▽

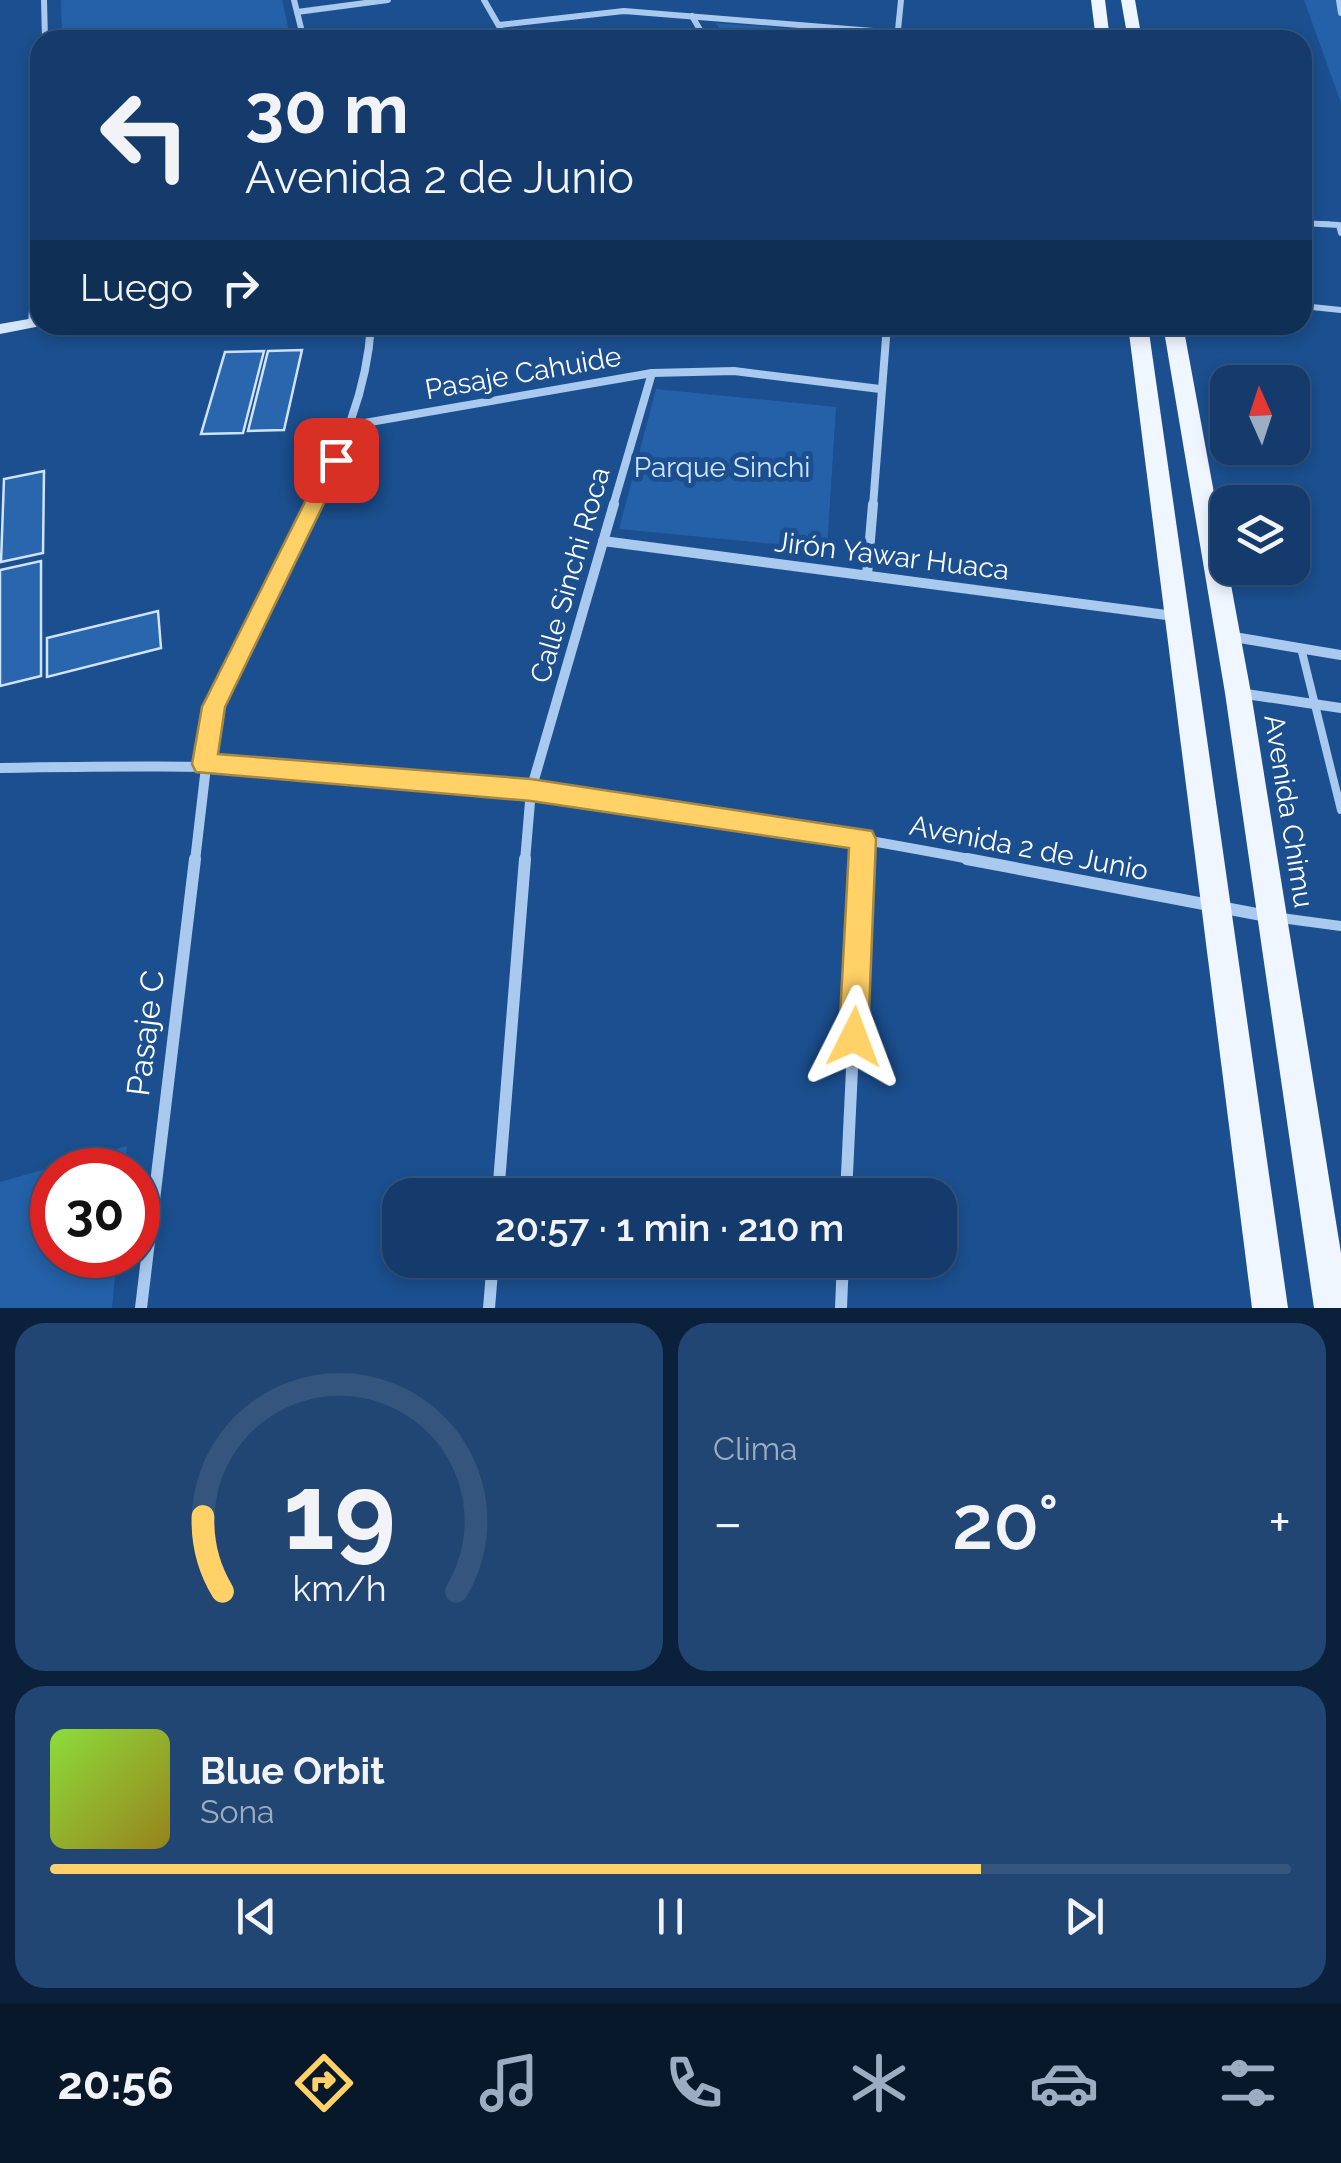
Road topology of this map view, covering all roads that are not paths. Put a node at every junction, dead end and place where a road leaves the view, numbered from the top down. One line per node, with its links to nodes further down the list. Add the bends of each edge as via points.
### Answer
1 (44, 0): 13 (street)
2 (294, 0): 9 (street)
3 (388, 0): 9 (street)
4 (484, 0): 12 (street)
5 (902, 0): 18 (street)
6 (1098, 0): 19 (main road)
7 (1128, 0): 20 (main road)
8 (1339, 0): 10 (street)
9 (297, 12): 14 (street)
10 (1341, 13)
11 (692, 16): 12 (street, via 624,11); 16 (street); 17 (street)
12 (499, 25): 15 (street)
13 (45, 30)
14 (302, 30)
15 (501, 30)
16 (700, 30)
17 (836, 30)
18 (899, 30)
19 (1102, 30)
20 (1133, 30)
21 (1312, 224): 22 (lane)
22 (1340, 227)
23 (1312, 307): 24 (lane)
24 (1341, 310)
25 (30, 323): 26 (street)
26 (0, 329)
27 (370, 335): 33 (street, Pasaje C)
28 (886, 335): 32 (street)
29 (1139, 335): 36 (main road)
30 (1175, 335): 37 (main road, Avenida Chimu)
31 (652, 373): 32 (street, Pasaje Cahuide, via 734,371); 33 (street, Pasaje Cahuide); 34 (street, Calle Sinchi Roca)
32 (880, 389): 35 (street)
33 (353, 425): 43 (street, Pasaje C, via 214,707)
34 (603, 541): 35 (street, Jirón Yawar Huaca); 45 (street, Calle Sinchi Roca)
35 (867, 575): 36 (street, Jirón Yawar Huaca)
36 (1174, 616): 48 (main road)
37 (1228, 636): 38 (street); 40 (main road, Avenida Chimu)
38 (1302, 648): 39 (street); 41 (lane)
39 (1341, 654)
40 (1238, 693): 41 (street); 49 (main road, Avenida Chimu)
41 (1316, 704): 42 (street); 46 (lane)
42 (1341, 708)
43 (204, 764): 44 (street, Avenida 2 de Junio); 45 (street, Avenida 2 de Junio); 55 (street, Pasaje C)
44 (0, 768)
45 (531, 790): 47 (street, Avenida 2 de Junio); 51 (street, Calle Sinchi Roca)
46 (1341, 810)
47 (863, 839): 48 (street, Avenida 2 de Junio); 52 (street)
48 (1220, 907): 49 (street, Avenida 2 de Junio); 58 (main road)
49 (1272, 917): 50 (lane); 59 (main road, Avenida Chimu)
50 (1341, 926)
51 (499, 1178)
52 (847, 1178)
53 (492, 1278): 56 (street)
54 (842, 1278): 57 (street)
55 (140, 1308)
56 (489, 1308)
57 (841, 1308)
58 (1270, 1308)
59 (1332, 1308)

△
▽

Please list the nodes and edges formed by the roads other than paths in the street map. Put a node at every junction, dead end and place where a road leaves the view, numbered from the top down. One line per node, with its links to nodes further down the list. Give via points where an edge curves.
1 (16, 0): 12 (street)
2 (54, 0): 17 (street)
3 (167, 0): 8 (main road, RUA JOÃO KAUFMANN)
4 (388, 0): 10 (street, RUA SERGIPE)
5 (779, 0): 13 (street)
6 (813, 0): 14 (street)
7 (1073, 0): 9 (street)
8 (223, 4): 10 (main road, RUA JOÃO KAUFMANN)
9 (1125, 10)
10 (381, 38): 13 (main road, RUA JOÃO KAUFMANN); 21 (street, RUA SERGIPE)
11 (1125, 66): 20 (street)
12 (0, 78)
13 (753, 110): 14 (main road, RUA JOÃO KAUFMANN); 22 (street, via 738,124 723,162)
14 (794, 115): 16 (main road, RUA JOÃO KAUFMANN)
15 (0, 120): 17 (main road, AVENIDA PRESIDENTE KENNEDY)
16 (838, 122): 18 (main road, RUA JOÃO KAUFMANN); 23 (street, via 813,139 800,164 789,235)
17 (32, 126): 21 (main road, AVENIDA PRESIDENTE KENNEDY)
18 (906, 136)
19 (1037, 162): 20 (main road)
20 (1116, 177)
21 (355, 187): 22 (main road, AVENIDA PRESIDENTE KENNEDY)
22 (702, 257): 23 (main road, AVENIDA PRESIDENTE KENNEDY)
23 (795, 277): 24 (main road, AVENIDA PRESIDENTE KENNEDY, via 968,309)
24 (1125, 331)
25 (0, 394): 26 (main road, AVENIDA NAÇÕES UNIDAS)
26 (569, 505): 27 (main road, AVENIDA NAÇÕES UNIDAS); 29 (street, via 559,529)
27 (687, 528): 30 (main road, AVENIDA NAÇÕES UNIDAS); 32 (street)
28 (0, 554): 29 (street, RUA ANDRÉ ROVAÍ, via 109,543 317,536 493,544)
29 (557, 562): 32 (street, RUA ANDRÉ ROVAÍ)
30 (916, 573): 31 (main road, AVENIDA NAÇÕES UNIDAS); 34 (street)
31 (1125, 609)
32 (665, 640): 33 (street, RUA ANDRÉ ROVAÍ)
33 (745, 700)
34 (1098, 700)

△
▽

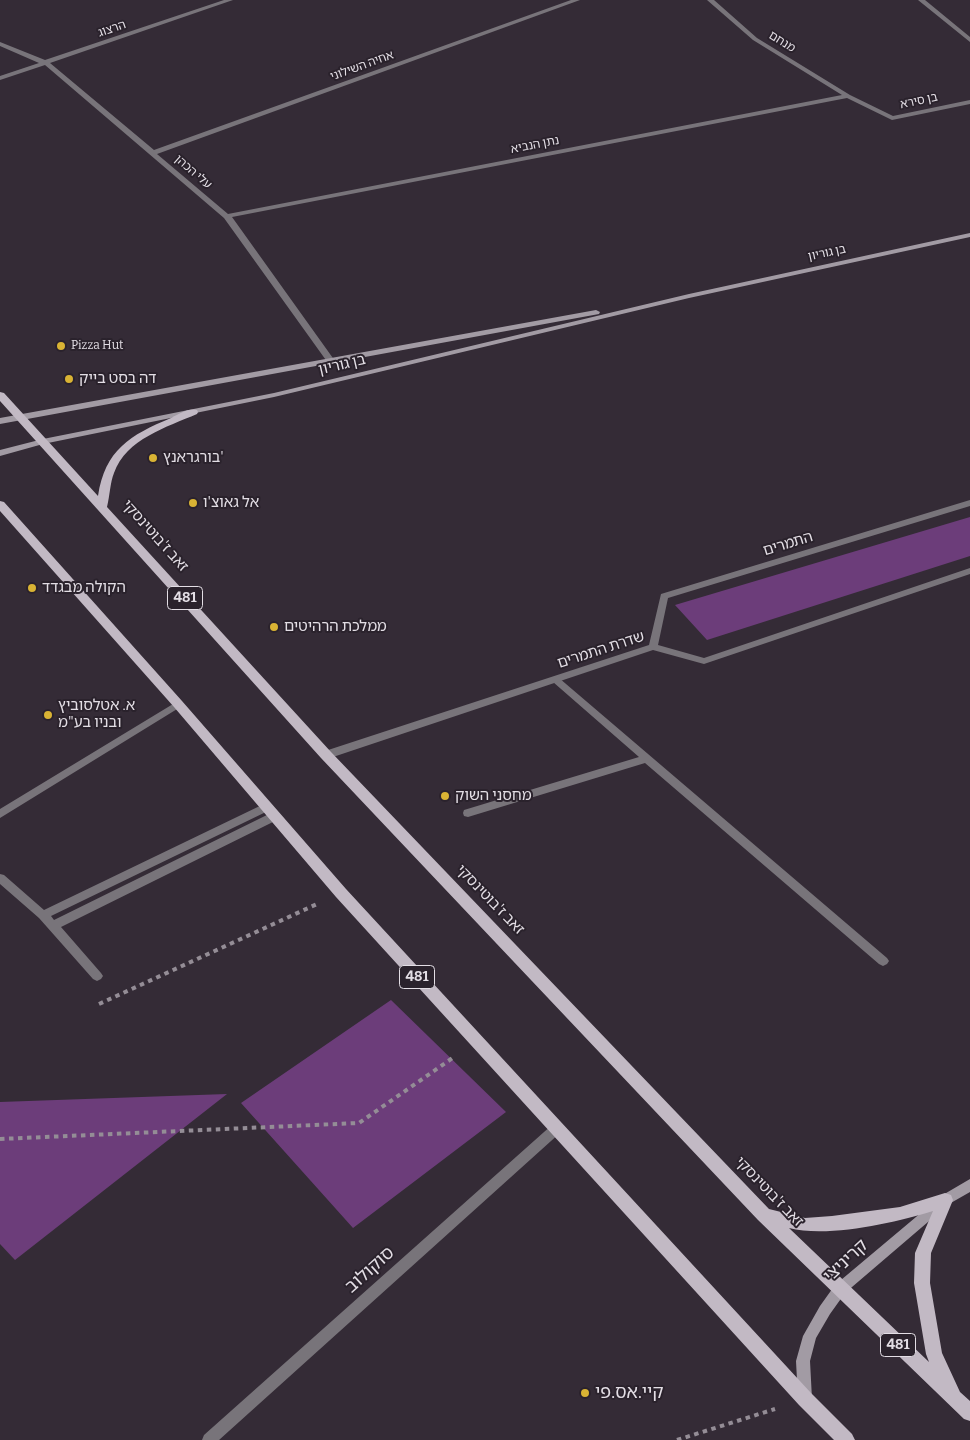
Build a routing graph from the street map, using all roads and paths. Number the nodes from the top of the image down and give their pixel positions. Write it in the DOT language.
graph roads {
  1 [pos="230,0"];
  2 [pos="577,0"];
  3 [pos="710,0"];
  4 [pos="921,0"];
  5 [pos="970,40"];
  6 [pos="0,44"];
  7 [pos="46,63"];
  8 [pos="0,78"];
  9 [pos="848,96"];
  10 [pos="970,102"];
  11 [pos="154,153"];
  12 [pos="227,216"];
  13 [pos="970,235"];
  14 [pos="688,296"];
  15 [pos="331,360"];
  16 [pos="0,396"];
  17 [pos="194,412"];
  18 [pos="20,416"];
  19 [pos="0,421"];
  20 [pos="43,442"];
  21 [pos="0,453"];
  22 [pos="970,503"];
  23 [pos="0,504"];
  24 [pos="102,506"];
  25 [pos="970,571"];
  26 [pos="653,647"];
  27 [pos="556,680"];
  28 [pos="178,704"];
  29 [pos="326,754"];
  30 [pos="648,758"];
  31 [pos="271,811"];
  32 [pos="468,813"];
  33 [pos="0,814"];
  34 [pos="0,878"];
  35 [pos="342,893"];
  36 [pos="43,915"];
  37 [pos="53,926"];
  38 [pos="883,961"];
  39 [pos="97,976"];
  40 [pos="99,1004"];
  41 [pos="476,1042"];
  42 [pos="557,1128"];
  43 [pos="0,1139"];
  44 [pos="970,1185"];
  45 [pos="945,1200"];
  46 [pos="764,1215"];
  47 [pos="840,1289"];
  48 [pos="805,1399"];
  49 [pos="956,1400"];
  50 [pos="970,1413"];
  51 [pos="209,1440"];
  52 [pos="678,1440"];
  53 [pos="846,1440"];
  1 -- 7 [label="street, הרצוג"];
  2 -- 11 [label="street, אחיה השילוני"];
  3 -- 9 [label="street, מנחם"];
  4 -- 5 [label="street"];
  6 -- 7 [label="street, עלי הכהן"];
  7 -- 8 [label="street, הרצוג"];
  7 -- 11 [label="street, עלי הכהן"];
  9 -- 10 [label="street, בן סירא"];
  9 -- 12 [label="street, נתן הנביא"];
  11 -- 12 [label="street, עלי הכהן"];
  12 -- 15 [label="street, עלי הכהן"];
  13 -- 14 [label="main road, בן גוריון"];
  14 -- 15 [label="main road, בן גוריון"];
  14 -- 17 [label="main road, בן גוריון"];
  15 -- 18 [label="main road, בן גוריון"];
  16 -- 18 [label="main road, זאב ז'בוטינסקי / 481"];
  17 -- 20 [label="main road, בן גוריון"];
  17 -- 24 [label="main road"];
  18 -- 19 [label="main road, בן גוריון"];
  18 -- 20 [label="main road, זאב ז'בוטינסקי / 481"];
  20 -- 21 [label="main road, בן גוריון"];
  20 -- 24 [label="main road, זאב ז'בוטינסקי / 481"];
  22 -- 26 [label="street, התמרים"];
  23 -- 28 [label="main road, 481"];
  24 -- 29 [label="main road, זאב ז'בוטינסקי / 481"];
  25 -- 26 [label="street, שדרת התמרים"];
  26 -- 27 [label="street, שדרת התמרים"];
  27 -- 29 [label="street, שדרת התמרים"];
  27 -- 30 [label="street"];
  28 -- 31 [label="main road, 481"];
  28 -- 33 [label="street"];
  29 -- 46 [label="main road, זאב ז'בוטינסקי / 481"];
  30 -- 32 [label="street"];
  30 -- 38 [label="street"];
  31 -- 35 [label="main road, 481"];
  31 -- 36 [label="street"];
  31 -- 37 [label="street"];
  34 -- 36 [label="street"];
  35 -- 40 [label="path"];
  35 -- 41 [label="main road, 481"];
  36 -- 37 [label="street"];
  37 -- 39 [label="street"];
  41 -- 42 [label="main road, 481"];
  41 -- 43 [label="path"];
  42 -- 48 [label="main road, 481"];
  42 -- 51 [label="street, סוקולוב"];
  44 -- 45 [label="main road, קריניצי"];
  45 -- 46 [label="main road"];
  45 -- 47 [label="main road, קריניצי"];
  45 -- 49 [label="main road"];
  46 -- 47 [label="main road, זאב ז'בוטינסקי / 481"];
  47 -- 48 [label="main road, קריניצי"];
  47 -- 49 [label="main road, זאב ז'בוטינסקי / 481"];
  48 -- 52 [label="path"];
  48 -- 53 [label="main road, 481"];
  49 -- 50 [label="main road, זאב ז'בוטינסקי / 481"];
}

△

Once you have read the records above, say how many of their lines contain the word "numbered", giving only that figure.

*Reply*:
2